Sent from my iPhone using Petguide.com Free App


----------



## ~LS~

Zorana1125 said:


> Love that blanket Pidge! So cute!!! Does KC come with it??


It's my second. Last year Chanel got one, she looooves it, and still uses it.
These wash well. I asked for Bella's to be small so I could use it in her carrier,
so munchkin could be toasty in winter.


----------



## pigeonsheep

Aquarius said:


> It's gorgeous, turned out really nice - lucky Bella!!
> and a free sesame street gingerman youtube - lol


yay thanks! lmaooooo!!! i thought that vid went along well with the blanket! hahaha~~



~LS~ said:


> Yay! You did such a beautiful job, thank you. :love2: I love the colors I picked too,
> looks so good. Don't worry about size, no biggie, after all it's for a tiny mouse, lol.
> 
> I really love it Paris, thank you so much. Now I can't wait to see the sexy mailman!
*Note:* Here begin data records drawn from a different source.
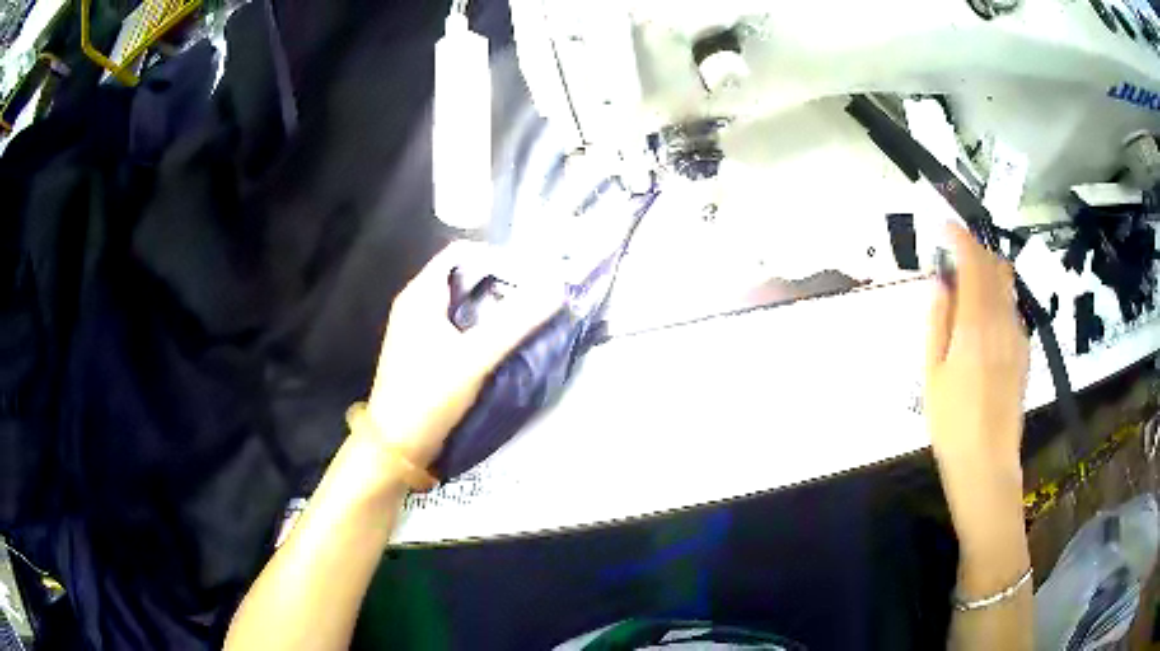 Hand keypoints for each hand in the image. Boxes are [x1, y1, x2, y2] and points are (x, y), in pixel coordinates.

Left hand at [365, 243, 560, 469]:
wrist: (396, 447)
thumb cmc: (430, 395)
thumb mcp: (476, 357)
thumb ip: (517, 321)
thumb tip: (556, 287)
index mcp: (420, 295)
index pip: (460, 253)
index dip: (496, 256)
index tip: (529, 274)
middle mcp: (414, 305)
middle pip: (462, 278)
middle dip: (499, 284)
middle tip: (533, 299)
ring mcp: (415, 331)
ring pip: (459, 305)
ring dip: (491, 308)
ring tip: (523, 321)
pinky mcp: (421, 354)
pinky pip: (454, 327)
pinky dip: (478, 329)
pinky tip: (499, 346)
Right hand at [925, 223, 1029, 477]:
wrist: (987, 463)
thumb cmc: (952, 422)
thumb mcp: (932, 373)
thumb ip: (937, 321)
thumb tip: (940, 282)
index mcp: (976, 323)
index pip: (973, 261)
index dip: (959, 237)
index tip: (944, 227)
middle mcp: (1002, 320)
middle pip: (996, 266)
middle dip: (975, 251)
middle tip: (954, 258)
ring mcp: (1017, 336)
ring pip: (1007, 286)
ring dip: (988, 274)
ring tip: (967, 289)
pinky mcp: (1023, 352)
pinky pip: (1012, 310)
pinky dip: (997, 300)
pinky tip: (983, 324)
ah yay! im so glad u like it!  hehehe she is a tiny one huh! rofl!~ i know ur eager to see him!



~LS~ said:


> How lucky am I, eh Jane?!
> 
> I'm going to blast this video all day long...and dance! :foxes_207:


hahaha! its an awesome song, i love cookie monster!



Zorana1125 said:


> Love that blanket Pidge! So cute!!! Does KC come with it??
> 
> 
> Sent from my iPhone using Petguide.com Free App


thanks zorana! hehehe no but her scent does! LS wanted it LOL 



~LS~ said:


> It's my second. Last year Chanel got one, she looooves it, and still uses it.
> These wash well. I asked for Bella's to be small so I could use it in her carrier,
> so munchkin could be toasty in winter.


im so happy that shes still usin it and yes they are a breeze to wash! even with the embroidery on it! ^^ awww she will be toasty! i had to pry KC off of it as she kept wantin to play with the "fringes" lmao!


----------



## Buildthemskywards

Zorana1125 said:


> Love that blanket Pidge! So cute!!! Does KC come with it??
> 
> 
> Sent from my iPhone using Petguide.com Free App


I'll buy one if KC comes with it!!


----------



## pigeonsheep

Lol u dork :lol:


----------



## Mrs.J.

Oh how I love this!
I'm going to make our babies each plain square beds, I love this fabric!


----------



## KrystalLeigh

Haha dog sold separately? I really need to get one of these one day. Maybe Odie needs one for her car seat!


----------



## ~LS~

KrystalLeigh said:


> Haha dog sold separately? I really need to get one of these one day. Maybe Odie needs one for her car seat!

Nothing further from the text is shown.